BRIEF => For the data below, work out how many lines include the string "paths" and report only the number.
● ● ● ● ● ● ●
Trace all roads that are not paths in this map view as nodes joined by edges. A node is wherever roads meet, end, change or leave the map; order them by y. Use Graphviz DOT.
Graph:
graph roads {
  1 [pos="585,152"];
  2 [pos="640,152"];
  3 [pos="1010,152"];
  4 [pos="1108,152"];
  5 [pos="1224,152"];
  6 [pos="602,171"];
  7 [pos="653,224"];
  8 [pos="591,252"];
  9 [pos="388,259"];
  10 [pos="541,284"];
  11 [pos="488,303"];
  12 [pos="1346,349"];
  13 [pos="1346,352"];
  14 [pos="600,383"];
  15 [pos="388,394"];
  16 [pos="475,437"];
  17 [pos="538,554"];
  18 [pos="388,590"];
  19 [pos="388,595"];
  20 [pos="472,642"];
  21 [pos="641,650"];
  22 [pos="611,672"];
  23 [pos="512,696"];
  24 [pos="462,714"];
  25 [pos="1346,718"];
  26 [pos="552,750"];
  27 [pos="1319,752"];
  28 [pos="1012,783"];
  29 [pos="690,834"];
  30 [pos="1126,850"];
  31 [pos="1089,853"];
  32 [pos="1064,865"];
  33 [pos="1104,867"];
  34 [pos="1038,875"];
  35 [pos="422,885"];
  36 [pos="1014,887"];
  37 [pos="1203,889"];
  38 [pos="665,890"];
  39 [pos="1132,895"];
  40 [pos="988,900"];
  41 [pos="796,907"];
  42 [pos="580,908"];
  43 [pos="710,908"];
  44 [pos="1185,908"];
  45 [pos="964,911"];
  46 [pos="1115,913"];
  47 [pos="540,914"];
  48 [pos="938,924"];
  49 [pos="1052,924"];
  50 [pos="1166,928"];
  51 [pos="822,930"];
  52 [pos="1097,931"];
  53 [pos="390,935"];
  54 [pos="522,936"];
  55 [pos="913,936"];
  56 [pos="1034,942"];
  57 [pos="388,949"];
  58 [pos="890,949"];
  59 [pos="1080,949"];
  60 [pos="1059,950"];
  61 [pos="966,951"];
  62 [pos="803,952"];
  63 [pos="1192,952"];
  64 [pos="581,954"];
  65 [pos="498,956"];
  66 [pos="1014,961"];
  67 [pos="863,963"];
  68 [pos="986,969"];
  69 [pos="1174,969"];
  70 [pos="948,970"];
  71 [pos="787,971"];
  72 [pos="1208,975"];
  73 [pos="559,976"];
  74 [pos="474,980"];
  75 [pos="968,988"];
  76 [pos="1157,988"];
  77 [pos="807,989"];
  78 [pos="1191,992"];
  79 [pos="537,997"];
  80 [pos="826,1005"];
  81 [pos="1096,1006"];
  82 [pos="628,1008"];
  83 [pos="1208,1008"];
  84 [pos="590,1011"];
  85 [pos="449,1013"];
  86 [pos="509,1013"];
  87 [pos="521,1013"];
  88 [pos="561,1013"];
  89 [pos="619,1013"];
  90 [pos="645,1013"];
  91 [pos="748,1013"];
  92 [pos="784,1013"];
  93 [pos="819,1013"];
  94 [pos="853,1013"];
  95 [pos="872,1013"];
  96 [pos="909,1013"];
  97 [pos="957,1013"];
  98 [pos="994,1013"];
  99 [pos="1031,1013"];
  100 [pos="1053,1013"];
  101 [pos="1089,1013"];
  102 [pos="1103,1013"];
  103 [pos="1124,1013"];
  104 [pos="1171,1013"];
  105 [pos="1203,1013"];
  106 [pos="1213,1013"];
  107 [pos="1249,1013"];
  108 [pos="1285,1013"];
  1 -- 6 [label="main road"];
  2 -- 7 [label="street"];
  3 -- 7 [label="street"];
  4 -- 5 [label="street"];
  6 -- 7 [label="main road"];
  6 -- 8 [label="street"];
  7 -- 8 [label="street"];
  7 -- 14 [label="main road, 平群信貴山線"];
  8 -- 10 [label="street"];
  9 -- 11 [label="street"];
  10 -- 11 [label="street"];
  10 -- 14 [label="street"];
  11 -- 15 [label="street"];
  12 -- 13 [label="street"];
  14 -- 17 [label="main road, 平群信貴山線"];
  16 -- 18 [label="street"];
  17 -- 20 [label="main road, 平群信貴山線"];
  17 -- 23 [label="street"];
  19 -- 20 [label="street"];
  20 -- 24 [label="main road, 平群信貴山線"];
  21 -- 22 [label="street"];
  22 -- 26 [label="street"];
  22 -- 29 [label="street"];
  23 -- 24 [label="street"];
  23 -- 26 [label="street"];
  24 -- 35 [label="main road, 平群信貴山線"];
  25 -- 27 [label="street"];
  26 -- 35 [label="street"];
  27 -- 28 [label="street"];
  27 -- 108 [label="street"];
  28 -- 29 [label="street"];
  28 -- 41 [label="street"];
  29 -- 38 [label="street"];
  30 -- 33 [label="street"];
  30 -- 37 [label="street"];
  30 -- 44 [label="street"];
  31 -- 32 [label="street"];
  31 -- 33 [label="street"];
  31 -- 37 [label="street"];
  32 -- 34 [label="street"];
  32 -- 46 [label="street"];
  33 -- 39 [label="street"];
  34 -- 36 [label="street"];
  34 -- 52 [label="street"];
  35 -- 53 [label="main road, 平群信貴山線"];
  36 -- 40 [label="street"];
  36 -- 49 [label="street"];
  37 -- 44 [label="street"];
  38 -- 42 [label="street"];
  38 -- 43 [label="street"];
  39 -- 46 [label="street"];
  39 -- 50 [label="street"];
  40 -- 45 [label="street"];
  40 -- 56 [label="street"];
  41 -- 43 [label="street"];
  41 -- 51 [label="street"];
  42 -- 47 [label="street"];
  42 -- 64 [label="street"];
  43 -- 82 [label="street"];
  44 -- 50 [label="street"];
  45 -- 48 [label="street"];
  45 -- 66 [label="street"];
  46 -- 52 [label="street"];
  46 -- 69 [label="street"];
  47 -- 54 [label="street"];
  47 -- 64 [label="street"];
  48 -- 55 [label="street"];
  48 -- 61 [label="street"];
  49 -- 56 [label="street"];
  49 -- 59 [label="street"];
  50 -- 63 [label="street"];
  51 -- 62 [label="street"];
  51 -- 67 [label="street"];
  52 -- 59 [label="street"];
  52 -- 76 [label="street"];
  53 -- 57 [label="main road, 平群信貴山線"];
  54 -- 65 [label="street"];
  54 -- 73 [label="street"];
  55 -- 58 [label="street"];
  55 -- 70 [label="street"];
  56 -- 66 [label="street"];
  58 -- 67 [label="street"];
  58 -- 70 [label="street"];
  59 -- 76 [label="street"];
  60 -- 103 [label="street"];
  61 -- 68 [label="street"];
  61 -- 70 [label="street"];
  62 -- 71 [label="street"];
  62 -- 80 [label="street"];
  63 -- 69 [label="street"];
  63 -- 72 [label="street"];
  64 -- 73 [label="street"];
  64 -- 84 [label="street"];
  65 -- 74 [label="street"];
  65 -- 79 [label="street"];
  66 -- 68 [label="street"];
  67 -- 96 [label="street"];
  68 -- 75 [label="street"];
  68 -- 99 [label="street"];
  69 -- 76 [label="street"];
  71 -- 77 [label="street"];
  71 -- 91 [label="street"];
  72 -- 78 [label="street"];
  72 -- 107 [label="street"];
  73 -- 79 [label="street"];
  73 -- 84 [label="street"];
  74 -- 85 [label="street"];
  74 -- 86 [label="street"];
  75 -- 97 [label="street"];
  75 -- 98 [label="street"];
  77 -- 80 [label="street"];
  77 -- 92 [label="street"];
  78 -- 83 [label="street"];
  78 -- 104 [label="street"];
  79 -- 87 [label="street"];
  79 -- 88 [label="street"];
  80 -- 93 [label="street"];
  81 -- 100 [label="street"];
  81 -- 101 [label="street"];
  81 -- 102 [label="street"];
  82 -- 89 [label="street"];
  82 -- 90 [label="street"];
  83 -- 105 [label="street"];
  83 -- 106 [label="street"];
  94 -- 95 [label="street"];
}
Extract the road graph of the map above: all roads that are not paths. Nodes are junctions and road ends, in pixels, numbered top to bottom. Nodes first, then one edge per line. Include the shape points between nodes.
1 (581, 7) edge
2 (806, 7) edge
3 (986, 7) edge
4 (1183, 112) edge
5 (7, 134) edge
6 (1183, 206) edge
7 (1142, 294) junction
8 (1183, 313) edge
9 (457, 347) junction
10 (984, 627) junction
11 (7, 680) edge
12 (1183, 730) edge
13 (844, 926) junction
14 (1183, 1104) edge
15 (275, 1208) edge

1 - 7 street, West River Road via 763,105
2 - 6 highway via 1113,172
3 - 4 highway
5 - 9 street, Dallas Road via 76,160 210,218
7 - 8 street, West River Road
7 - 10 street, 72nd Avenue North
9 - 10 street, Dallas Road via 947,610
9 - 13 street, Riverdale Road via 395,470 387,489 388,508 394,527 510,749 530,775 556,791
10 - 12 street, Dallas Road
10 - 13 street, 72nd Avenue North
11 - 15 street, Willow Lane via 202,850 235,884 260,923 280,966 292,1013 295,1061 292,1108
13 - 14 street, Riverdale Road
● ● ● ● ● ● ●
PROBLEM SOLUTION => 2